Mar
20
2009

Virtual Network with SUN VirtualBox

Thesis oh Thesis… :)

For my thesis purpose, I need to have more than 1 PCs, so I decided to install SUN Virtualbox from an rpm package which I got from here.

First, I need to tell you that my laptop runs on top of Fedora 10.

Be sure that you enter as the root user in the command shell. Just type su -

I install the package by typing

yum -y install VirtualBox-2.1.4_42893_fedora9-1.i386.rpm

After the installation, you can access Virtualbox in GUI mode by going to Applications -> System Tools -> SUN xVM Virtualbox

You can start installing guest OS.

I installed OpenSuse 11, Ubuntu 8.10, and Red Hat Enterprise Linux 5.2 on it.

I think that’s all for the preparation :)

Let’s start building the virtual network.

First, create a virtual ethernet card for each guest OS

in your terminal, type:

VBoxTunctl -t theExpectedNameForYourVirtualEthCard -u OwnerName

I wish to have three eth card to be assigned to each guest OS,.So I did the following in my system:

[root@localhost ~]# VBoxTunctl -t vbSuse -u rya
Set ‘vbSuse’ persistent and owned by uid 500

[root@localhost ~]# VBoxTunctl -t vbUbuntu -u rya
Set ‘vbUbuntu’ persistent and owned by uid 500


[root@localhost ~]# VBoxTunctl -t vbRhel -u rya
Set ‘vbRhel’ persistent and owned by uid 500

All of them are not automatically started…So I need to start them by typing:

[root@localhost ~]# ifconfig vbSuse up

[root@localhost ~]# ifconfig vbUbuntu up

[root@localhost ~]# ifconfig vbRhel up

And I need to assign IP for each of them…

[root@localhost ~]# ifconfig vbUbuntu 192.168.3.33

[root@localhost ~]# ifconfig vbSuse 192.168.6.66

[root@localhost ~]# ifconfig vbRhel 192.168.9.99

Then,,,,

The next step is to do the routing…

[root@localhost ~]# route add -net 192.168.3.0/24 gw 192.168.3.33
[root@localhost ~]# route add -net 192.168.6.0/24 gw 192.168.6.66
[root@localhost ~]# route add -net 192.168.9.0/24 gw 192.168.9.99

after all, I configure each guest OS to have IP address and default gateway set.

Ooops….I almost forget to tell you about how to assign those virtual ethernet card to your Guest OS…

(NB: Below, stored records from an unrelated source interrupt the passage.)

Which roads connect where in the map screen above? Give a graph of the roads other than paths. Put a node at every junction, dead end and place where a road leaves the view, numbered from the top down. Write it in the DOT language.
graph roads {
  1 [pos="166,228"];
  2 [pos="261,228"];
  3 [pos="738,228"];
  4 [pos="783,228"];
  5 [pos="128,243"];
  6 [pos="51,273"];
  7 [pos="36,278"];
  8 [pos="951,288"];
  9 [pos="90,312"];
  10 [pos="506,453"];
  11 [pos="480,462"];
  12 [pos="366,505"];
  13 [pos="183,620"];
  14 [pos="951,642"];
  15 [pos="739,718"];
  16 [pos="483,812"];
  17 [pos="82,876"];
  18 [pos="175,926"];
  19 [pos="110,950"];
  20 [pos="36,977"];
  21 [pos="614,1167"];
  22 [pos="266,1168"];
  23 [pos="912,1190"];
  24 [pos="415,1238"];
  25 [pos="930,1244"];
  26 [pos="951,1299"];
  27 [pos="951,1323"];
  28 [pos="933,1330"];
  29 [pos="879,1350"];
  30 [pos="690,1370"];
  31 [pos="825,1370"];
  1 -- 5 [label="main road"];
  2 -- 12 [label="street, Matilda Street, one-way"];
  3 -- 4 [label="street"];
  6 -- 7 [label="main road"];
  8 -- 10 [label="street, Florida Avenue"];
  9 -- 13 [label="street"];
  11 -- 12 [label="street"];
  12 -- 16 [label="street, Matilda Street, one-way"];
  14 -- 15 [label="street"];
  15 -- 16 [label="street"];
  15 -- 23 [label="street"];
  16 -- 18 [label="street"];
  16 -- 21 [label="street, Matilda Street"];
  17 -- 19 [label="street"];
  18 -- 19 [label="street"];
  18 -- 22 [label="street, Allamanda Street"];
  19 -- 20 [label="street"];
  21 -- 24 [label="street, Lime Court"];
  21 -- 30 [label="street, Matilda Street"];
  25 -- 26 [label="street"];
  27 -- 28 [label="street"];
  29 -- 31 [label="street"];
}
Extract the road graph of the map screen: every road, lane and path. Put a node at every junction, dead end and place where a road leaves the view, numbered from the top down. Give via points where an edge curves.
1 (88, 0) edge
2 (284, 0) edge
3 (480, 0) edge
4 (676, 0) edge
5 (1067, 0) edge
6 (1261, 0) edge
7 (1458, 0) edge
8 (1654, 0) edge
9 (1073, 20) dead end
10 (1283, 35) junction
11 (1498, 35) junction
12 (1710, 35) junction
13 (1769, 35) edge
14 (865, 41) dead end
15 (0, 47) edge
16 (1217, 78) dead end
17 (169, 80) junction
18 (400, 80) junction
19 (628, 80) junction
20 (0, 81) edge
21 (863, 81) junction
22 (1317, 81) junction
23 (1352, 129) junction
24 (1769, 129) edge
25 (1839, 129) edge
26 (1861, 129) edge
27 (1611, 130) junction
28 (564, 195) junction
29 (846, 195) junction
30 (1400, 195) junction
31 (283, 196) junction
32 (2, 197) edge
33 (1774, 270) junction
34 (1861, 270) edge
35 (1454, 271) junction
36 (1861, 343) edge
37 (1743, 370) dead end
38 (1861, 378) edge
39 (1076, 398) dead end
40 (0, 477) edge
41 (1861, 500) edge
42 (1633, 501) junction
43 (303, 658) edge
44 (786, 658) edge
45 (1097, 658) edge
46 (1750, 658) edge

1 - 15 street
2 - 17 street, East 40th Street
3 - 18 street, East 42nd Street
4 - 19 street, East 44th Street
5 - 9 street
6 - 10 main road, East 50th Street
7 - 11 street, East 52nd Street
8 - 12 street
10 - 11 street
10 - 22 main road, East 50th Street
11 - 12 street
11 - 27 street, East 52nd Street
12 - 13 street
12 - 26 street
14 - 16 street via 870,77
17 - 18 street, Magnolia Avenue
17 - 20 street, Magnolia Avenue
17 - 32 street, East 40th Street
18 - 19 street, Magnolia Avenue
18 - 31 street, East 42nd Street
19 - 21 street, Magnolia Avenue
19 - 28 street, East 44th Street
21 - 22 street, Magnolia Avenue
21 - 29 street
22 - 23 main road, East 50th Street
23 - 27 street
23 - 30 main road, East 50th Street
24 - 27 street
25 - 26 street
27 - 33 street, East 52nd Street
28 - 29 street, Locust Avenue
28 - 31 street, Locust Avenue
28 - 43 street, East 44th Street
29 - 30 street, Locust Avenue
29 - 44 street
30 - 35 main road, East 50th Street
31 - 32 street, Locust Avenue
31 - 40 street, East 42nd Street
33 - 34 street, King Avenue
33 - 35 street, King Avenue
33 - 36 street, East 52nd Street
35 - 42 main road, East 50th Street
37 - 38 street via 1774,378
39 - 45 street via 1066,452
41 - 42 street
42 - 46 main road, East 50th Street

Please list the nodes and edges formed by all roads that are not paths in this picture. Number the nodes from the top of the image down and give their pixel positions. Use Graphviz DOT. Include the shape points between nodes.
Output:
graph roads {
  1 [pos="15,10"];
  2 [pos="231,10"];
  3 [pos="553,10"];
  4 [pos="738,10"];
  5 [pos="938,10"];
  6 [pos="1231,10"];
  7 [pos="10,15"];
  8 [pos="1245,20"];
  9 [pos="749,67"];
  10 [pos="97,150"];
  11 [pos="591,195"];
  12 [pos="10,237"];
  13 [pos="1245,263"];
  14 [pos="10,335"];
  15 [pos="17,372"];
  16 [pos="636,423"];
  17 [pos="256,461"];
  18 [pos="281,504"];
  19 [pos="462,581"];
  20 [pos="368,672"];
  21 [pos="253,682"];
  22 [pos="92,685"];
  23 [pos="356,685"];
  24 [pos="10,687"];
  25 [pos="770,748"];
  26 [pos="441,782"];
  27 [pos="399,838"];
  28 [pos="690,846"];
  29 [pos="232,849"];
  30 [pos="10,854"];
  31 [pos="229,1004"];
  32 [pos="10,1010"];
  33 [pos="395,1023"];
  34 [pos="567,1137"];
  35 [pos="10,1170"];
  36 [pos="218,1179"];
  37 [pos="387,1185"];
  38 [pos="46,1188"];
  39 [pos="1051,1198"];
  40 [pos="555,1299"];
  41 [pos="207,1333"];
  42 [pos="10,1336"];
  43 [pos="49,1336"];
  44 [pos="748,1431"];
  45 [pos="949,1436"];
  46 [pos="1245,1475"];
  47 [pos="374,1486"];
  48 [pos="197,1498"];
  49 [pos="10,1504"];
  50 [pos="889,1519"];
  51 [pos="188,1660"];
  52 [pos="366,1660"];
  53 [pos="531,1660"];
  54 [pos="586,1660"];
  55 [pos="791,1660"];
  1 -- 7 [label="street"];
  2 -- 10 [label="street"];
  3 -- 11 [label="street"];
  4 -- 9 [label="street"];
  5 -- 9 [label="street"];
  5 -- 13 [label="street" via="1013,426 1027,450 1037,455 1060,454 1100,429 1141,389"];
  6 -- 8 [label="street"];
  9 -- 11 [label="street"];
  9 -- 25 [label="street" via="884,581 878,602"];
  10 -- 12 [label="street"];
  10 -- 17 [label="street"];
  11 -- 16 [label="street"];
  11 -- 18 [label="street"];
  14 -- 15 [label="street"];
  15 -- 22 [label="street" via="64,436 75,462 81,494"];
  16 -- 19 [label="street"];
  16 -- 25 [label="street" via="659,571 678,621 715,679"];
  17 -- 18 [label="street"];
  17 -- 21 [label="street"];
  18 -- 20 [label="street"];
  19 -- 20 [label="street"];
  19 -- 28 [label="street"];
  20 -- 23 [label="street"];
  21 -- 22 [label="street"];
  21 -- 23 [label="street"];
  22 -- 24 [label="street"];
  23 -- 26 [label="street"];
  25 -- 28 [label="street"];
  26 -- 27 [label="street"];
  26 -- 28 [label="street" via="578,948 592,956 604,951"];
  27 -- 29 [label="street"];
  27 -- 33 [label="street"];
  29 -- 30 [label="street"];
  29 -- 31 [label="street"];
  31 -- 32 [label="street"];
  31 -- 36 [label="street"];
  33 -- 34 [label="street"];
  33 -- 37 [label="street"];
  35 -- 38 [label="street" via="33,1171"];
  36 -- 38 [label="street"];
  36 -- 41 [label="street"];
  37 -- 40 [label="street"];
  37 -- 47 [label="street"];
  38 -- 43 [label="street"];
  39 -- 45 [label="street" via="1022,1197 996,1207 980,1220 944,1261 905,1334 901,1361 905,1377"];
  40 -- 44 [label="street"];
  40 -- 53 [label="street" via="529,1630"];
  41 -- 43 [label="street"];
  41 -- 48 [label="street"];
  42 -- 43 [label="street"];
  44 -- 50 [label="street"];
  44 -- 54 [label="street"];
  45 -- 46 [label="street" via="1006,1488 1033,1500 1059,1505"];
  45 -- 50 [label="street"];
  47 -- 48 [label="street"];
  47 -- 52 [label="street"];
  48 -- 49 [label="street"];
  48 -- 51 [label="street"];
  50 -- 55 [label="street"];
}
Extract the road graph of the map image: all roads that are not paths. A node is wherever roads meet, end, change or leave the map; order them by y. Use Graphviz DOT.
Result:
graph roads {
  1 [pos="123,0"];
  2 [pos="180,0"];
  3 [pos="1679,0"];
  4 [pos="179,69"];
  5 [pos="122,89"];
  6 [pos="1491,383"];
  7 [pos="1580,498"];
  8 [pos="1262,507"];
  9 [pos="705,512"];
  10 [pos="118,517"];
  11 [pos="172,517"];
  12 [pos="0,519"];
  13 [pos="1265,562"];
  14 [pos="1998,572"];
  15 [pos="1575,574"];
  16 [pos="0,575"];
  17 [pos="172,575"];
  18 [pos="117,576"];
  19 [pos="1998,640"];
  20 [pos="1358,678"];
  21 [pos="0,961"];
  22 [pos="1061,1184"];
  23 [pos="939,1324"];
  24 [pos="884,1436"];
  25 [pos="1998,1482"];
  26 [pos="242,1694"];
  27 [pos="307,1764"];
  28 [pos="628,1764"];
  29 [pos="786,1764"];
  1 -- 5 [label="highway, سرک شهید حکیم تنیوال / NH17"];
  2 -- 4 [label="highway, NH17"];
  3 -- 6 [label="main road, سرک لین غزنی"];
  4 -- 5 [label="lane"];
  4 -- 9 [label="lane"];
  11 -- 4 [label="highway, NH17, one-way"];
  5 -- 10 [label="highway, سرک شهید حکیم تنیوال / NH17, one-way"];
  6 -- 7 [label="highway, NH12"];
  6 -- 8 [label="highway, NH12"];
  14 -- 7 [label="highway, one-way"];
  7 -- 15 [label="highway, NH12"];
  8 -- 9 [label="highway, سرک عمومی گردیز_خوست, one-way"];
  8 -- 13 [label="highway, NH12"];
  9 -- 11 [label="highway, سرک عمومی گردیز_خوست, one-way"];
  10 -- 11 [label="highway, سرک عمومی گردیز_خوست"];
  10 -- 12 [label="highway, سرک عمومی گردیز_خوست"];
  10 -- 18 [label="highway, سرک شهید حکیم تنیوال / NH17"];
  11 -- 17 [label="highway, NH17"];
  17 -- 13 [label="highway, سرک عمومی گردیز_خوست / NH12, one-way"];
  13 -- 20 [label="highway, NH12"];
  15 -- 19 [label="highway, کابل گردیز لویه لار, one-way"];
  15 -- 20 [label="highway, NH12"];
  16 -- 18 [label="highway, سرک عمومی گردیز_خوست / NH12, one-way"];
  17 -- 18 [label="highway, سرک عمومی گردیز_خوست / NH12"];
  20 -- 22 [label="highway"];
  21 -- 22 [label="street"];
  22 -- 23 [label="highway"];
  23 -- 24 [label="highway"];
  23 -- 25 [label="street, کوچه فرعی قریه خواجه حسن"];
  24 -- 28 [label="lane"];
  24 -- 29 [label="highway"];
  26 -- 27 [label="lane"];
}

  • First, you select a guest OS, then,
  • in the right panel, you will see the network configuration
  • Click on it
  • Another window will show up
  • Thick on the check box “Enable Network Adapter”
  • For the “Attached To” drop down menu, select “Host Interface”. There will be a lists of available Host interface.
  • Choose one of the, and click OK

screenshot-ubuntu-settings

screenshot-untitled-1-openofficeorg-writer1

In my Ubuntu Guest OS. I assign IP and default gateway as follows:

ifconfig eth0 up

ifconfig eth0 192.168.3.22

route add default gateway 192.168.3.33

I did the same things for OpenSuse and RHEL guest OS.

OpenSuse

ifconfig eth0 up

ifconfig eth0 192.168.6.77

route add default gateway 192.168.6.66

RHEL

ifconfig eth0 up

ifconfig eth0 192.168.9.11

route add default gateway 192.168.9.99

After all, from your host, try to ping to all IP address of you guest OSes, from your guest OS to your host, and for one guest OS to another guest OS.